Your job here is to restate every record exactly, pictures excluded.

Collected data entries:
==================================================

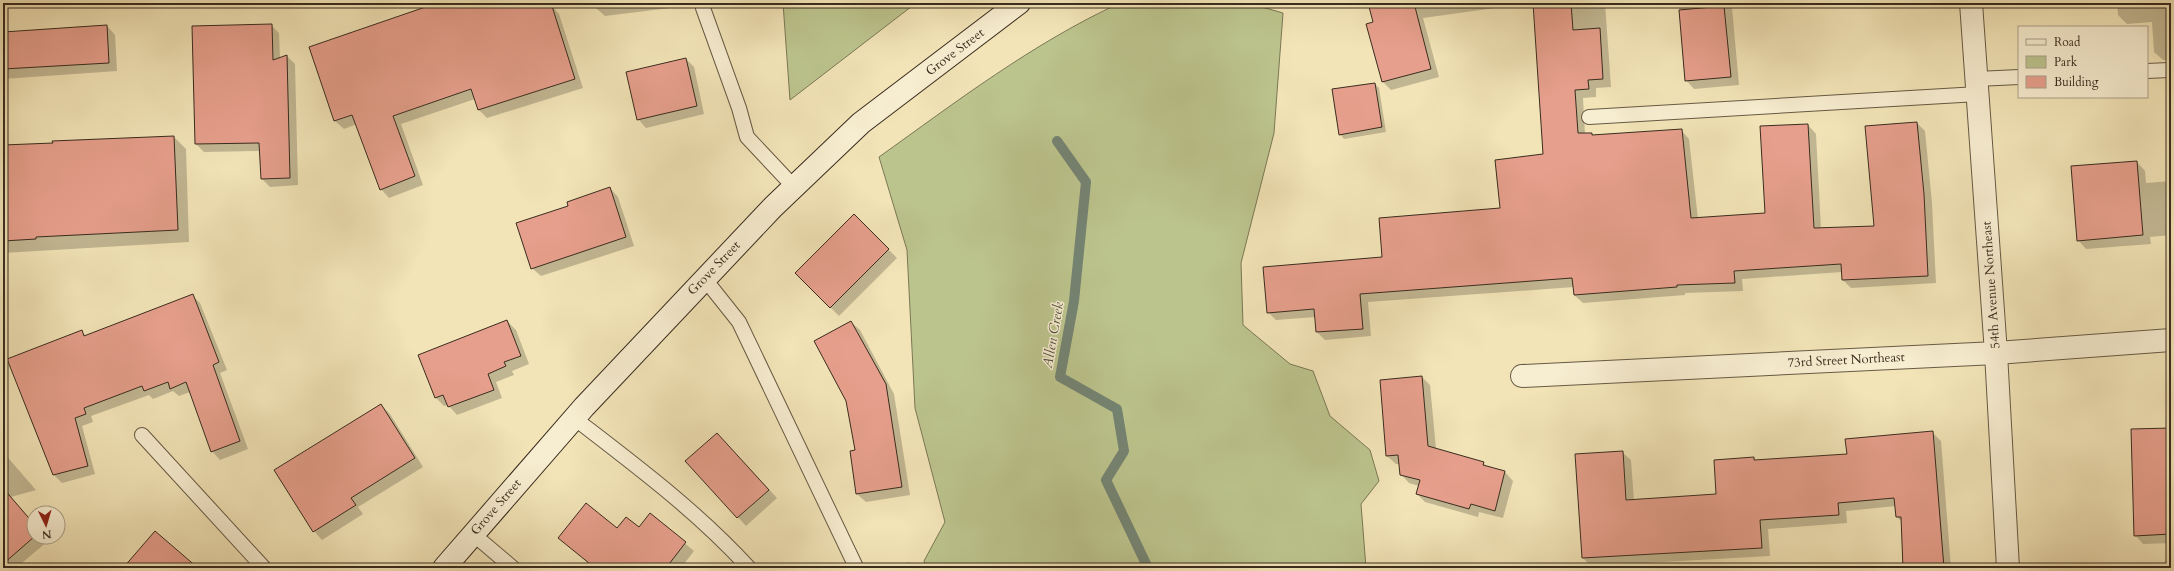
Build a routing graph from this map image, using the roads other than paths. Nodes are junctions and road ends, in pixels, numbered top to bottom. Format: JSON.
{"nodes":[{"id":1,"x":1018,"y":3,"type":"edge"},
{"id":2,"x":1971,"y":3,"type":"edge"},
{"id":3,"x":703,"y":8,"type":"dead end"},
{"id":4,"x":2170,"y":70,"type":"dead end"},
{"id":5,"x":2148,"y":71,"type":"edge"},
{"id":6,"x":2018,"y":77,"type":"edge"},
{"id":7,"x":1977,"y":87,"type":"junction"},
{"id":8,"x":1589,"y":117,"type":"dead end"},
{"id":9,"x":794,"y":187,"type":"junction"},
{"id":10,"x":704,"y":278,"type":"junction"},
{"id":11,"x":2171,"y":340,"type":"edge"},
{"id":12,"x":1996,"y":353,"type":"junction"},
{"id":13,"x":1522,"y":376,"type":"dead end"},
{"id":14,"x":574,"y":418,"type":"junction"},
{"id":15,"x":142,"y":435,"type":"dead end"},
{"id":16,"x":473,"y":534,"type":"junction"},
{"id":17,"x":856,"y":566,"type":"dead end"},
{"id":18,"x":264,"y":568,"type":"edge"},
{"id":19,"x":444,"y":568,"type":"edge"},
{"id":20,"x":513,"y":568,"type":"edge"},
{"id":21,"x":749,"y":568,"type":"edge"},
{"id":22,"x":2008,"y":568,"type":"edge"}],
"edges":[{"from":1,"to":9,"type":"street","name":"Grove Street"},
{"from":2,"to":7,"type":"street","name":"54th Avenue Northeast"},
{"from":3,"to":9,"type":"lane"},
{"from":4,"to":5,"type":"lane"},
{"from":6,"to":7,"type":"lane"},
{"from":7,"to":8,"type":"lane"},
{"from":7,"to":12,"type":"street","name":"54th Avenue Northeast"},
{"from":9,"to":10,"type":"street","name":"Grove Street"},
{"from":10,"to":14,"type":"street","name":"Grove Street"},
{"from":10,"to":17,"type":"lane"},
{"from":11,"to":12,"type":"street","name":"73rd Street Northeast"},
{"from":12,"to":13,"type":"street","name":"73rd Street Northeast"},
{"from":12,"to":22,"type":"street","name":"54th Avenue Northeast"},
{"from":14,"to":16,"type":"street","name":"Grove Street"},
{"from":14,"to":21,"type":"lane"},
{"from":15,"to":18,"type":"lane"},
{"from":16,"to":19,"type":"street","name":"Grove Street"},
{"from":16,"to":20,"type":"lane"}]}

==================================================

_Response to the exercise_.
Build a routing graph from this map image, using the roads other than paths. Nodes are junctions and road ends, in pixels, numbered top to bottom. Format: JSON.
{"nodes":[{"id":1,"x":1018,"y":3,"type":"edge"},
{"id":2,"x":1971,"y":3,"type":"edge"},
{"id":3,"x":703,"y":8,"type":"dead end"},
{"id":4,"x":2170,"y":70,"type":"dead end"},
{"id":5,"x":2148,"y":71,"type":"edge"},
{"id":6,"x":2018,"y":77,"type":"edge"},
{"id":7,"x":1977,"y":87,"type":"junction"},
{"id":8,"x":1589,"y":117,"type":"dead end"},
{"id":9,"x":794,"y":187,"type":"junction"},
{"id":10,"x":704,"y":278,"type":"junction"},
{"id":11,"x":2171,"y":340,"type":"edge"},
{"id":12,"x":1996,"y":353,"type":"junction"},
{"id":13,"x":1522,"y":376,"type":"dead end"},
{"id":14,"x":574,"y":418,"type":"junction"},
{"id":15,"x":142,"y":435,"type":"dead end"},
{"id":16,"x":473,"y":534,"type":"junction"},
{"id":17,"x":856,"y":566,"type":"dead end"},
{"id":18,"x":264,"y":568,"type":"edge"},
{"id":19,"x":444,"y":568,"type":"edge"},
{"id":20,"x":513,"y":568,"type":"edge"},
{"id":21,"x":749,"y":568,"type":"edge"},
{"id":22,"x":2008,"y":568,"type":"edge"}],
"edges":[{"from":1,"to":9,"type":"street","name":"Grove Street"},
{"from":2,"to":7,"type":"street","name":"54th Avenue Northeast"},
{"from":3,"to":9,"type":"lane"},
{"from":4,"to":5,"type":"lane"},
{"from":6,"to":7,"type":"lane"},
{"from":7,"to":8,"type":"lane"},
{"from":7,"to":12,"type":"street","name":"54th Avenue Northeast"},
{"from":9,"to":10,"type":"street","name":"Grove Street"},
{"from":10,"to":14,"type":"street","name":"Grove Street"},
{"from":10,"to":17,"type":"lane"},
{"from":11,"to":12,"type":"street","name":"73rd Street Northeast"},
{"from":12,"to":13,"type":"street","name":"73rd Street Northeast"},
{"from":12,"to":22,"type":"street","name":"54th Avenue Northeast"},
{"from":14,"to":16,"type":"street","name":"Grove Street"},
{"from":14,"to":21,"type":"lane"},
{"from":15,"to":18,"type":"lane"},
{"from":16,"to":19,"type":"street","name":"Grove Street"},
{"from":16,"to":20,"type":"lane"}]}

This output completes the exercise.